Collected data entries
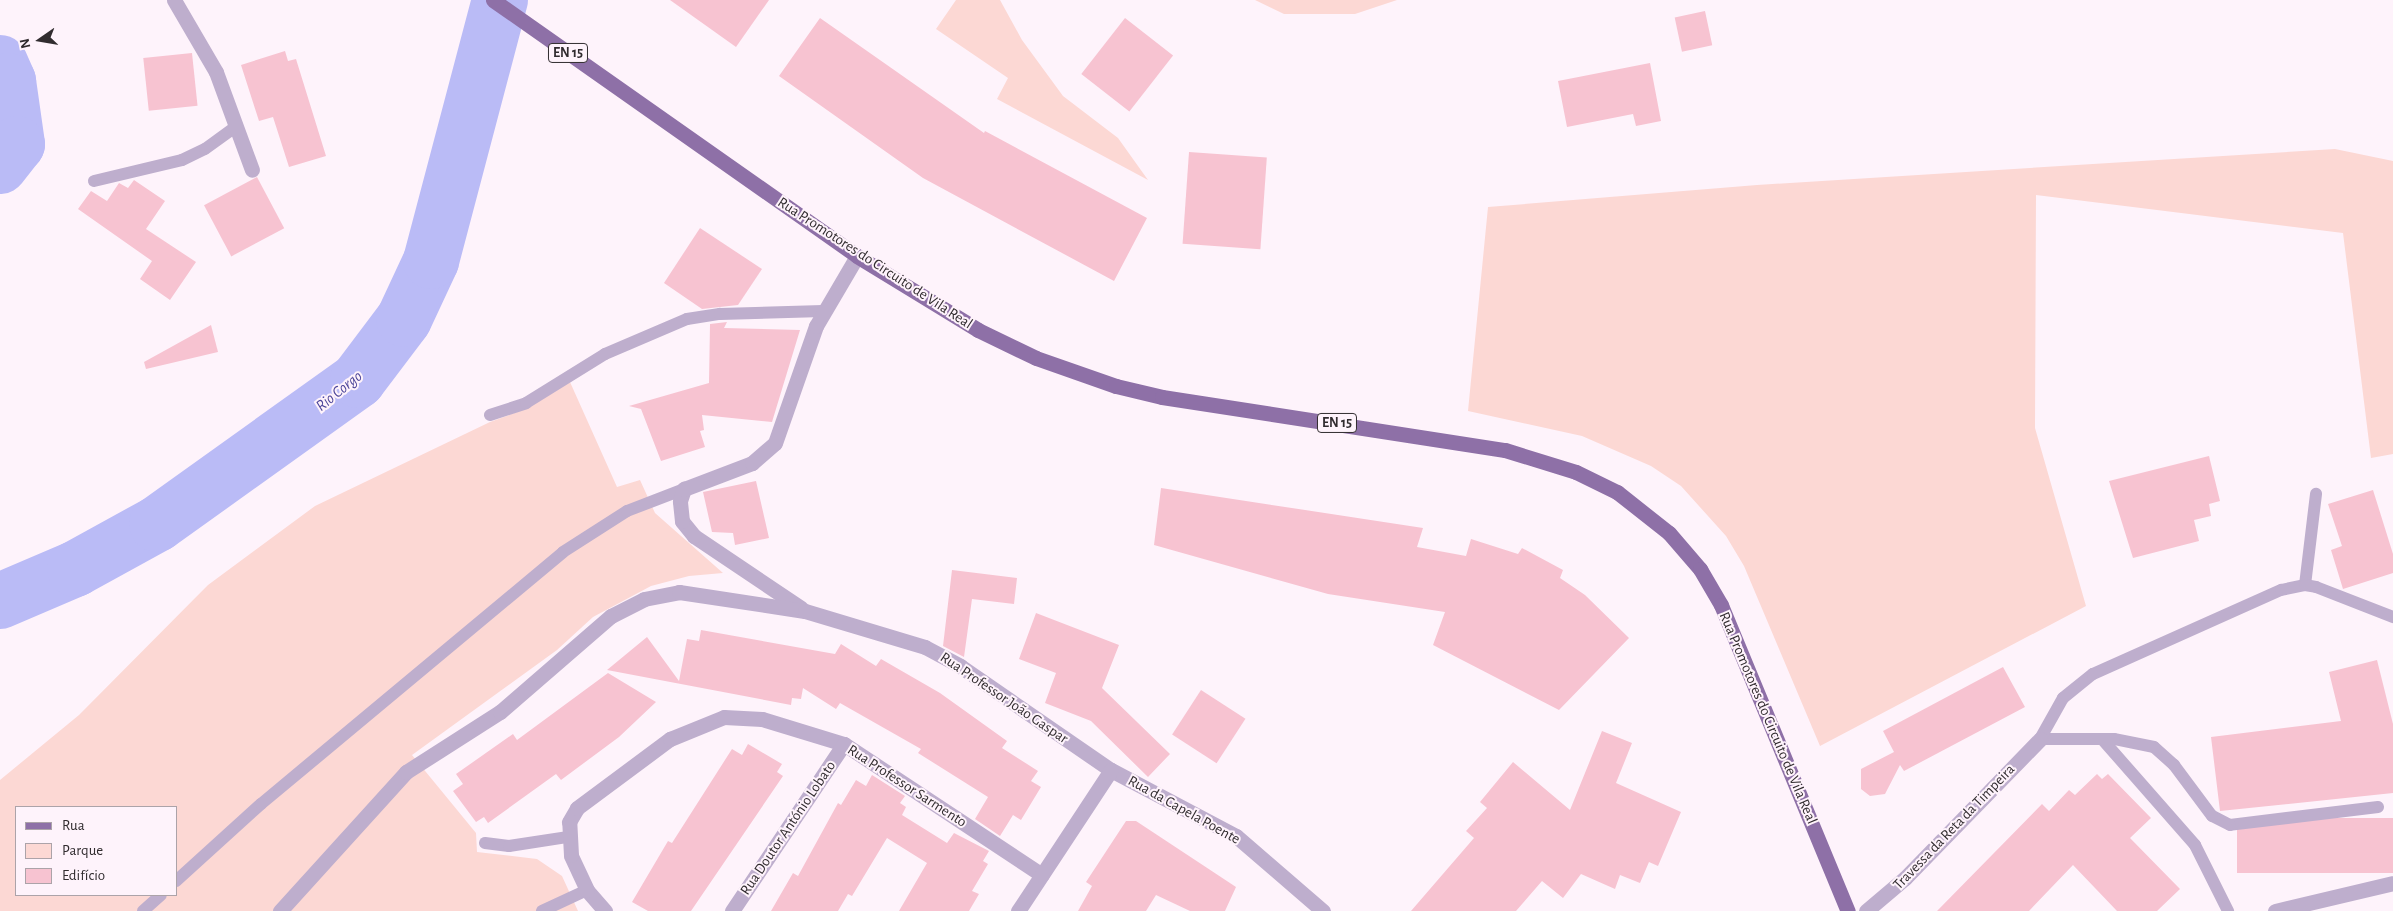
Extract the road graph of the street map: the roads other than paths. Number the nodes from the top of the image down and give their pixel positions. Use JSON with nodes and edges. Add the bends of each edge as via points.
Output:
{"nodes":[{"id":1,"x":174,"y":0,"type":"edge"},
{"id":2,"x":493,"y":0,"type":"edge"},
{"id":3,"x":237,"y":126,"type":"junction"},
{"id":4,"x":252,"y":170,"type":"dead end"},
{"id":5,"x":94,"y":181,"type":"dead end"},
{"id":6,"x":857,"y":256,"type":"junction"},
{"id":7,"x":823,"y":311,"type":"junction"},
{"id":8,"x":490,"y":415,"type":"dead end"},
{"id":9,"x":684,"y":489,"type":"junction"},
{"id":10,"x":2316,"y":494,"type":"dead end"},
{"id":11,"x":2305,"y":584,"type":"junction"},
{"id":12,"x":805,"y":611,"type":"junction"},
{"id":13,"x":2393,"y":618,"type":"edge"},
{"id":14,"x":2102,"y":738,"type":"junction"},
{"id":15,"x":2040,"y":739,"type":"junction"},
{"id":16,"x":844,"y":744,"type":"junction"},
{"id":17,"x":1112,"y":770,"type":"junction"},
{"id":18,"x":2378,"y":808,"type":"dead end"},
{"id":19,"x":568,"y":837,"type":"junction"},
{"id":20,"x":485,"y":843,"type":"dead end"},
{"id":21,"x":1042,"y":875,"type":"junction"},
{"id":22,"x":178,"y":879,"type":"edge"},
{"id":23,"x":2393,"y":883,"type":"edge"},
{"id":24,"x":587,"y":890,"type":"junction"},
{"id":25,"x":160,"y":896,"type":"edge"},
{"id":26,"x":143,"y":911,"type":"edge"},
{"id":27,"x":280,"y":911,"type":"edge"},
{"id":28,"x":542,"y":911,"type":"edge"},
{"id":29,"x":606,"y":911,"type":"edge"},
{"id":30,"x":732,"y":911,"type":"edge"},
{"id":31,"x":1018,"y":911,"type":"edge"},
{"id":32,"x":1323,"y":911,"type":"edge"},
{"id":33,"x":1848,"y":911,"type":"edge"},
{"id":34,"x":1866,"y":911,"type":"edge"},
{"id":35,"x":2228,"y":911,"type":"edge"},
{"id":36,"x":2275,"y":911,"type":"edge"}],
"edges":[{"from":1,"to":3,"type":"street","via":[[208,56]]},
{"from":2,"to":6,"type":"main road","name":"Rua Promotores do Circuito de Vila Real","number":"EN 15"},
{"from":3,"to":4,"type":"street"},
{"from":3,"to":5,"type":"lane","via":[[190,157]]},
{"from":6,"to":7,"type":"street"},
{"from":6,"to":33,"type":"main road","name":"Rua Promotores do Circuito de Vila Real","number":"EN 15","via":[[1007,345],[1116,386],[1186,401],[1505,450],[1576,472],[1617,492],[1669,533],[1700,569],[1722,605]]},
{"from":7,"to":8,"type":"lane","via":[[720,314],[687,319],[605,354],[526,403]]},
{"from":7,"to":9,"type":"street","via":[[775,443],[752,463]]},
{"from":9,"to":12,"type":"street","via":[[679,514],[689,532]]},
{"from":9,"to":22,"type":"lane","via":[[619,515],[563,552],[261,804]]},
{"from":10,"to":11,"type":"lane"},
{"from":11,"to":13,"type":"lane"},
{"from":11,"to":15,"type":"lane","via":[[2266,596],[2093,674],[2063,698]]},
{"from":12,"to":17,"type":"street","name":"Rua Professor João Gaspar","via":[[899,636],[937,653]]},
{"from":12,"to":27,"type":"street","via":[[690,592],[656,595],[627,606],[579,641],[500,712],[406,772]]},
{"from":14,"to":15,"type":"lane"},
{"from":14,"to":18,"type":"lane","via":[[2145,743],[2162,752],[2212,816],[2224,823]]},
{"from":14,"to":35,"type":"lane","via":[[2195,845]]},
{"from":15,"to":34,"type":"street","name":"Travessa da Reta da Timpeira","via":[[1905,878]]},
{"from":16,"to":19,"type":"street","name":"Rua Professor Sarmento","via":[[762,719],[724,717],[706,722],[670,739],[590,795],[569,822]]},
{"from":16,"to":21,"type":"street","name":"Rua Professor Sarmento"},
{"from":16,"to":30,"type":"street","name":"Rua Doutor António Lobato"},
{"from":17,"to":21,"type":"street"},
{"from":17,"to":32,"type":"street","name":"Rua da Capela Poente","via":[[1236,836]]},
{"from":19,"to":20,"type":"lane","via":[[509,846]]},
{"from":19,"to":24,"type":"street","via":[[571,855]]},
{"from":21,"to":31,"type":"street"},
{"from":23,"to":36,"type":"street"},
{"from":24,"to":28,"type":"lane"},
{"from":24,"to":29,"type":"street"},
{"from":25,"to":26,"type":"lane"}]}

◆ Task ◆
From the entries above, collect every line with the string "Circuito" in it.

◆ Written solution ◆
{"from":2,"to":6,"type":"main road","name":"Rua Promotores do Circuito de Vila Real","number":"EN 15"},
{"from":6,"to":33,"type":"main road","name":"Rua Promotores do Circuito de Vila Real","number":"EN 15","via":[[1007,345],[1116,386],[1186,401],[1505,450],[1576,472],[1617,492],[1669,533],[1700,569],[1722,605]]},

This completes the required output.